• **Work task**: Return each record verbatim, images excluded.

• **Provided material**:
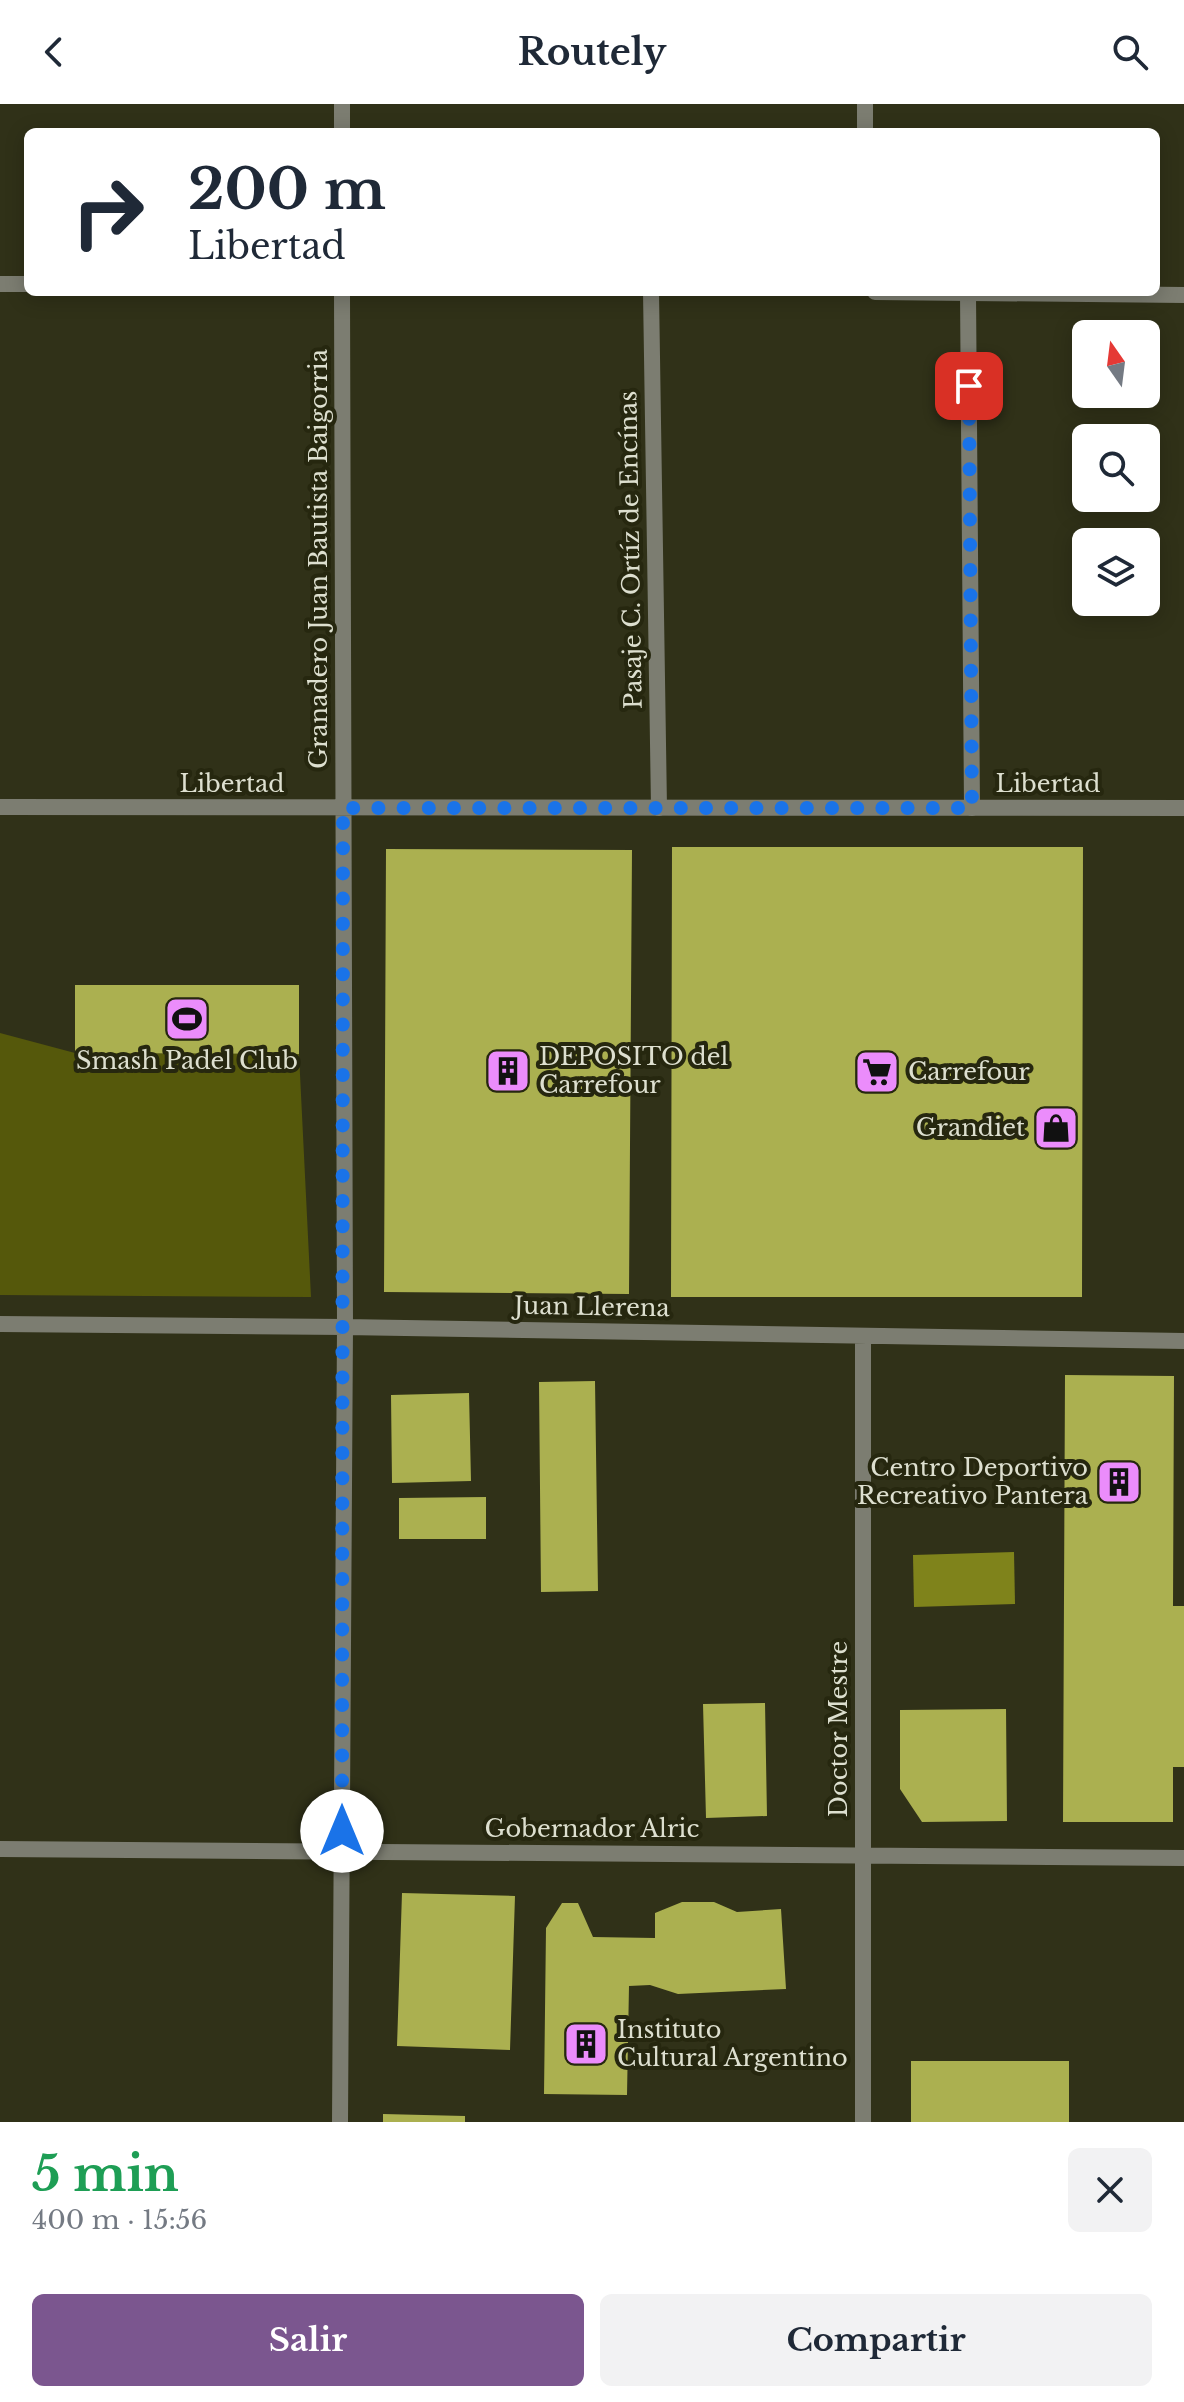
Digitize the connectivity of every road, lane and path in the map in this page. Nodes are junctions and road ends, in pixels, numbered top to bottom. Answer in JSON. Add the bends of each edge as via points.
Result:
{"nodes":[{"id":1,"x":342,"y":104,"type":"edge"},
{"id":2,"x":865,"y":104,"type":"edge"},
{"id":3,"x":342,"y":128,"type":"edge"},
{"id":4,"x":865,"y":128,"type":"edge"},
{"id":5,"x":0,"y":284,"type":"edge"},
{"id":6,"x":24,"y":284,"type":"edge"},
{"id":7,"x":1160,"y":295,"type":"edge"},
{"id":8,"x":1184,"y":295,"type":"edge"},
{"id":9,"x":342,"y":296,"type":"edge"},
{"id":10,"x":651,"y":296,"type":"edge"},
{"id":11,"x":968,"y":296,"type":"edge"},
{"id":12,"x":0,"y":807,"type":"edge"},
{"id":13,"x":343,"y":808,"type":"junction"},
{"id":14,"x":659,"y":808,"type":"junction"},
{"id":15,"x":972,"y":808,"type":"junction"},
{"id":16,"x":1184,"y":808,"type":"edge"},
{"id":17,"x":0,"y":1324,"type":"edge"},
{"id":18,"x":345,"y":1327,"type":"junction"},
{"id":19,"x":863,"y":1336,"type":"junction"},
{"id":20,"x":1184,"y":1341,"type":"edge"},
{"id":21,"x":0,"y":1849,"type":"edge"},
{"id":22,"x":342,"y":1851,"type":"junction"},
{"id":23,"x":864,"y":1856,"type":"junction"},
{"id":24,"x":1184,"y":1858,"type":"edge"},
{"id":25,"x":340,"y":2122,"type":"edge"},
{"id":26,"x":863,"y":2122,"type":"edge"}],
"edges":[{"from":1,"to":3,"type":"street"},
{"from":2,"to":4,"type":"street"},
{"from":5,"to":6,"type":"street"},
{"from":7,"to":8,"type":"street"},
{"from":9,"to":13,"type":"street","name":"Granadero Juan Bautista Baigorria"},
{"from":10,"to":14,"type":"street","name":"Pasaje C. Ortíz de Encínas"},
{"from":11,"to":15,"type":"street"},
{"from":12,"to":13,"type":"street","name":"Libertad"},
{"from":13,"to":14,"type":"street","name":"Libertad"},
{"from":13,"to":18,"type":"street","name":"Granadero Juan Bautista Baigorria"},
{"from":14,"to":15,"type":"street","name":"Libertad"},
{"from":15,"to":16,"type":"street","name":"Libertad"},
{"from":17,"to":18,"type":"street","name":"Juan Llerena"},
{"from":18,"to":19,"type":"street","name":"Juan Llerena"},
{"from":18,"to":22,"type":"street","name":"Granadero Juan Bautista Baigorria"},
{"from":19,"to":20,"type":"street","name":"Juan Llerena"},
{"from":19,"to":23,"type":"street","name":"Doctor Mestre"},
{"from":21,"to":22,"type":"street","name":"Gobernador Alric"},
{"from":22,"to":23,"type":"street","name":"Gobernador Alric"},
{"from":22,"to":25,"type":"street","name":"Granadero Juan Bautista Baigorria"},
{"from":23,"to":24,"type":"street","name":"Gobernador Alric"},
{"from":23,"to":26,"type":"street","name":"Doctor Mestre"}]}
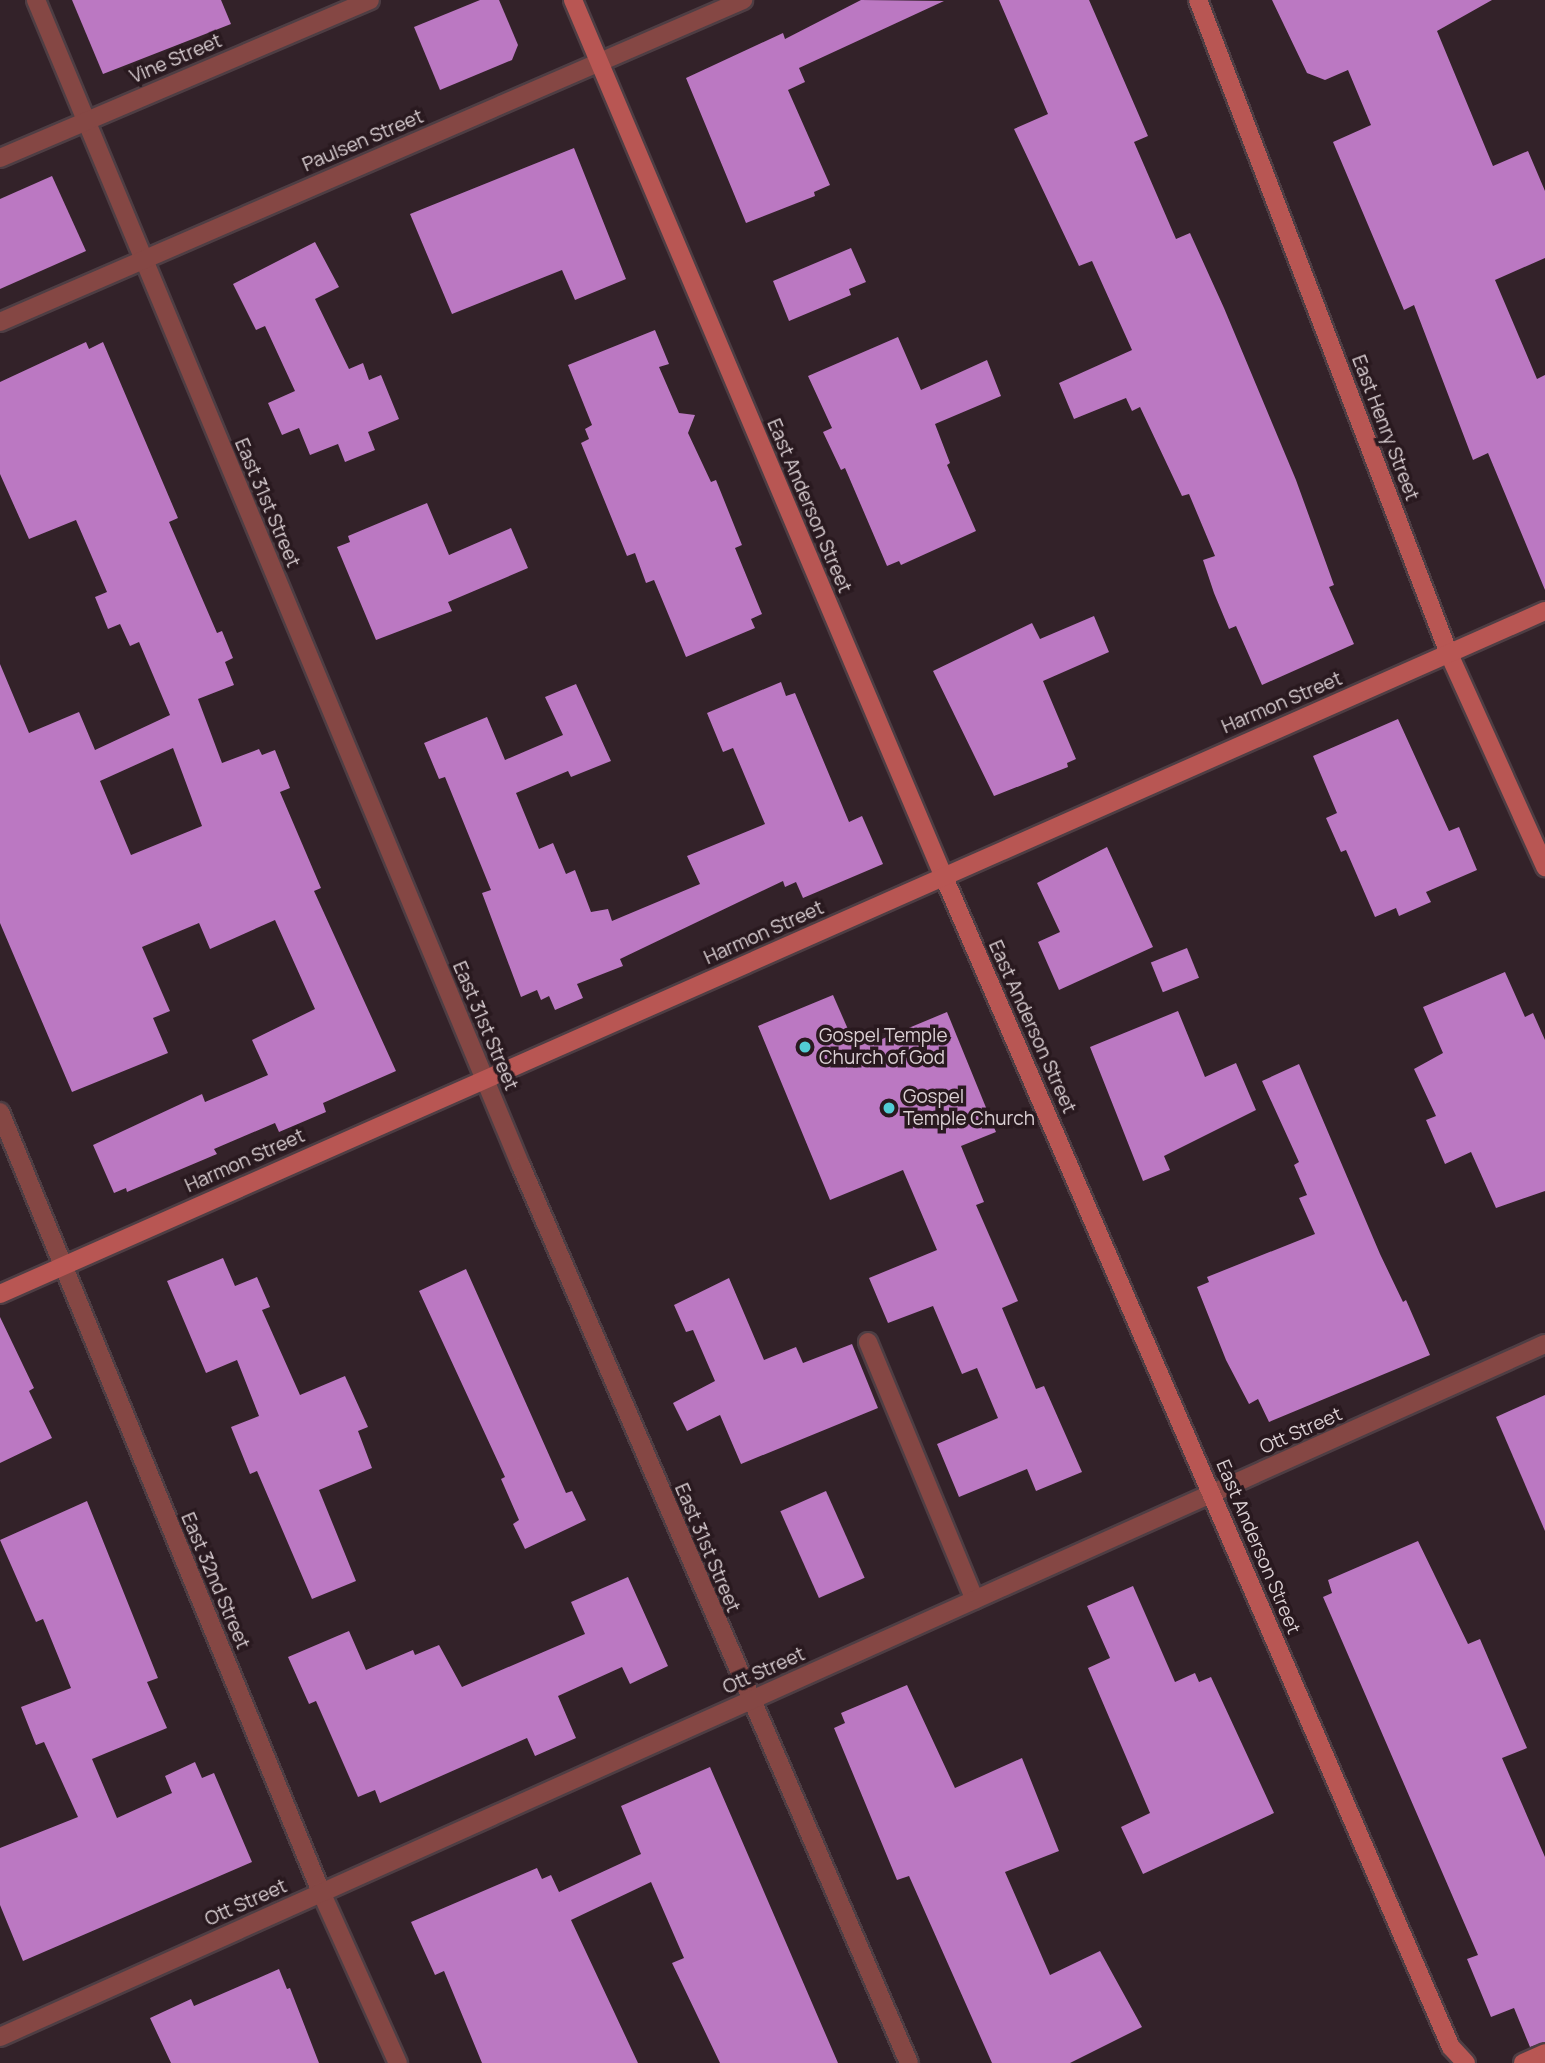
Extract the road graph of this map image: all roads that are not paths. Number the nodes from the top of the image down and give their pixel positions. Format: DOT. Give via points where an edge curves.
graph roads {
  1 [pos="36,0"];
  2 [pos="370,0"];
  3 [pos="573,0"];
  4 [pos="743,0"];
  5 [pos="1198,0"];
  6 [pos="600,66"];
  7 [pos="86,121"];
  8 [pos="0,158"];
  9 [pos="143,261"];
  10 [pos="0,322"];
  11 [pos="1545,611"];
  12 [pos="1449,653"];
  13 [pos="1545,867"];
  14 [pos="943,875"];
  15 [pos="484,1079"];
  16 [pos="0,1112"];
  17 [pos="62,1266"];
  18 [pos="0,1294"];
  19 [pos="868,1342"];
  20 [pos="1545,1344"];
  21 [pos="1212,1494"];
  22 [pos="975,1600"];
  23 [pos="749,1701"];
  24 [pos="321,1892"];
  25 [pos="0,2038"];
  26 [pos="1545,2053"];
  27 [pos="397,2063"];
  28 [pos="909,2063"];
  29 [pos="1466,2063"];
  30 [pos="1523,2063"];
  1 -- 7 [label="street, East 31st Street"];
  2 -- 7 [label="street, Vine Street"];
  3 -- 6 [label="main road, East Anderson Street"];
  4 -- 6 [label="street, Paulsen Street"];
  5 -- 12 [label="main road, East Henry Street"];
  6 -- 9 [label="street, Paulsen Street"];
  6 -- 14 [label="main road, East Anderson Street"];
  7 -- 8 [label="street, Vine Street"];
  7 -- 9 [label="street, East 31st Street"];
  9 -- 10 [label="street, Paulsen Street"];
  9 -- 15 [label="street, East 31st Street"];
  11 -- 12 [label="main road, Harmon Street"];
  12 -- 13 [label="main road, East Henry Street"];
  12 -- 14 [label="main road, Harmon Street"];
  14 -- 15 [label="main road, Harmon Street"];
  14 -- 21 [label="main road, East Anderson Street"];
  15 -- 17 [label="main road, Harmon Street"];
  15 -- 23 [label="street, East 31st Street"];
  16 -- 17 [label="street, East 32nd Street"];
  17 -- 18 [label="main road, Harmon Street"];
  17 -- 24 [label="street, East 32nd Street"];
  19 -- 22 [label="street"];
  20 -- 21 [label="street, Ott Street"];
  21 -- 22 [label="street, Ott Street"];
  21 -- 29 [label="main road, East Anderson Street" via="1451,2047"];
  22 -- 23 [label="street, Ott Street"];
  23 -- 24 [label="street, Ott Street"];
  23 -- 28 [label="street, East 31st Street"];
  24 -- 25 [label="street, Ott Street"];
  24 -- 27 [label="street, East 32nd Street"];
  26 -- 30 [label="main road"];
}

• **Answer box**:
Digitize the connectivity of every road, lane and path in the map in this page. Nodes are junctions and road ends, in pixels, numbered top to bottom. Answer in JSON. Add the bends of each edge as via points.
Result:
{"nodes":[{"id":1,"x":342,"y":104,"type":"edge"},
{"id":2,"x":865,"y":104,"type":"edge"},
{"id":3,"x":342,"y":128,"type":"edge"},
{"id":4,"x":865,"y":128,"type":"edge"},
{"id":5,"x":0,"y":284,"type":"edge"},
{"id":6,"x":24,"y":284,"type":"edge"},
{"id":7,"x":1160,"y":295,"type":"edge"},
{"id":8,"x":1184,"y":295,"type":"edge"},
{"id":9,"x":342,"y":296,"type":"edge"},
{"id":10,"x":651,"y":296,"type":"edge"},
{"id":11,"x":968,"y":296,"type":"edge"},
{"id":12,"x":0,"y":807,"type":"edge"},
{"id":13,"x":343,"y":808,"type":"junction"},
{"id":14,"x":659,"y":808,"type":"junction"},
{"id":15,"x":972,"y":808,"type":"junction"},
{"id":16,"x":1184,"y":808,"type":"edge"},
{"id":17,"x":0,"y":1324,"type":"edge"},
{"id":18,"x":345,"y":1327,"type":"junction"},
{"id":19,"x":863,"y":1336,"type":"junction"},
{"id":20,"x":1184,"y":1341,"type":"edge"},
{"id":21,"x":0,"y":1849,"type":"edge"},
{"id":22,"x":342,"y":1851,"type":"junction"},
{"id":23,"x":864,"y":1856,"type":"junction"},
{"id":24,"x":1184,"y":1858,"type":"edge"},
{"id":25,"x":340,"y":2122,"type":"edge"},
{"id":26,"x":863,"y":2122,"type":"edge"}],
"edges":[{"from":1,"to":3,"type":"street"},
{"from":2,"to":4,"type":"street"},
{"from":5,"to":6,"type":"street"},
{"from":7,"to":8,"type":"street"},
{"from":9,"to":13,"type":"street","name":"Granadero Juan Bautista Baigorria"},
{"from":10,"to":14,"type":"street","name":"Pasaje C. Ortíz de Encínas"},
{"from":11,"to":15,"type":"street"},
{"from":12,"to":13,"type":"street","name":"Libertad"},
{"from":13,"to":14,"type":"street","name":"Libertad"},
{"from":13,"to":18,"type":"street","name":"Granadero Juan Bautista Baigorria"},
{"from":14,"to":15,"type":"street","name":"Libertad"},
{"from":15,"to":16,"type":"street","name":"Libertad"},
{"from":17,"to":18,"type":"street","name":"Juan Llerena"},
{"from":18,"to":19,"type":"street","name":"Juan Llerena"},
{"from":18,"to":22,"type":"street","name":"Granadero Juan Bautista Baigorria"},
{"from":19,"to":20,"type":"street","name":"Juan Llerena"},
{"from":19,"to":23,"type":"street","name":"Doctor Mestre"},
{"from":21,"to":22,"type":"street","name":"Gobernador Alric"},
{"from":22,"to":23,"type":"street","name":"Gobernador Alric"},
{"from":22,"to":25,"type":"street","name":"Granadero Juan Bautista Baigorria"},
{"from":23,"to":24,"type":"street","name":"Gobernador Alric"},
{"from":23,"to":26,"type":"street","name":"Doctor Mestre"}]}
Extract the road graph of this map image: all roads that are not paths. Number the nodes from the top of the image down and give their pixel positions. Format: DOT. Give via points where an edge curves.
graph roads {
  1 [pos="36,0"];
  2 [pos="370,0"];
  3 [pos="573,0"];
  4 [pos="743,0"];
  5 [pos="1198,0"];
  6 [pos="600,66"];
  7 [pos="86,121"];
  8 [pos="0,158"];
  9 [pos="143,261"];
  10 [pos="0,322"];
  11 [pos="1545,611"];
  12 [pos="1449,653"];
  13 [pos="1545,867"];
  14 [pos="943,875"];
  15 [pos="484,1079"];
  16 [pos="0,1112"];
  17 [pos="62,1266"];
  18 [pos="0,1294"];
  19 [pos="868,1342"];
  20 [pos="1545,1344"];
  21 [pos="1212,1494"];
  22 [pos="975,1600"];
  23 [pos="749,1701"];
  24 [pos="321,1892"];
  25 [pos="0,2038"];
  26 [pos="1545,2053"];
  27 [pos="397,2063"];
  28 [pos="909,2063"];
  29 [pos="1466,2063"];
  30 [pos="1523,2063"];
  1 -- 7 [label="street, East 31st Street"];
  2 -- 7 [label="street, Vine Street"];
  3 -- 6 [label="main road, East Anderson Street"];
  4 -- 6 [label="street, Paulsen Street"];
  5 -- 12 [label="main road, East Henry Street"];
  6 -- 9 [label="street, Paulsen Street"];
  6 -- 14 [label="main road, East Anderson Street"];
  7 -- 8 [label="street, Vine Street"];
  7 -- 9 [label="street, East 31st Street"];
  9 -- 10 [label="street, Paulsen Street"];
  9 -- 15 [label="street, East 31st Street"];
  11 -- 12 [label="main road, Harmon Street"];
  12 -- 13 [label="main road, East Henry Street"];
  12 -- 14 [label="main road, Harmon Street"];
  14 -- 15 [label="main road, Harmon Street"];
  14 -- 21 [label="main road, East Anderson Street"];
  15 -- 17 [label="main road, Harmon Street"];
  15 -- 23 [label="street, East 31st Street"];
  16 -- 17 [label="street, East 32nd Street"];
  17 -- 18 [label="main road, Harmon Street"];
  17 -- 24 [label="street, East 32nd Street"];
  19 -- 22 [label="street"];
  20 -- 21 [label="street, Ott Street"];
  21 -- 22 [label="street, Ott Street"];
  21 -- 29 [label="main road, East Anderson Street" via="1451,2047"];
  22 -- 23 [label="street, Ott Street"];
  23 -- 24 [label="street, Ott Street"];
  23 -- 28 [label="street, East 31st Street"];
  24 -- 25 [label="street, Ott Street"];
  24 -- 27 [label="street, East 32nd Street"];
  26 -- 30 [label="main road"];
}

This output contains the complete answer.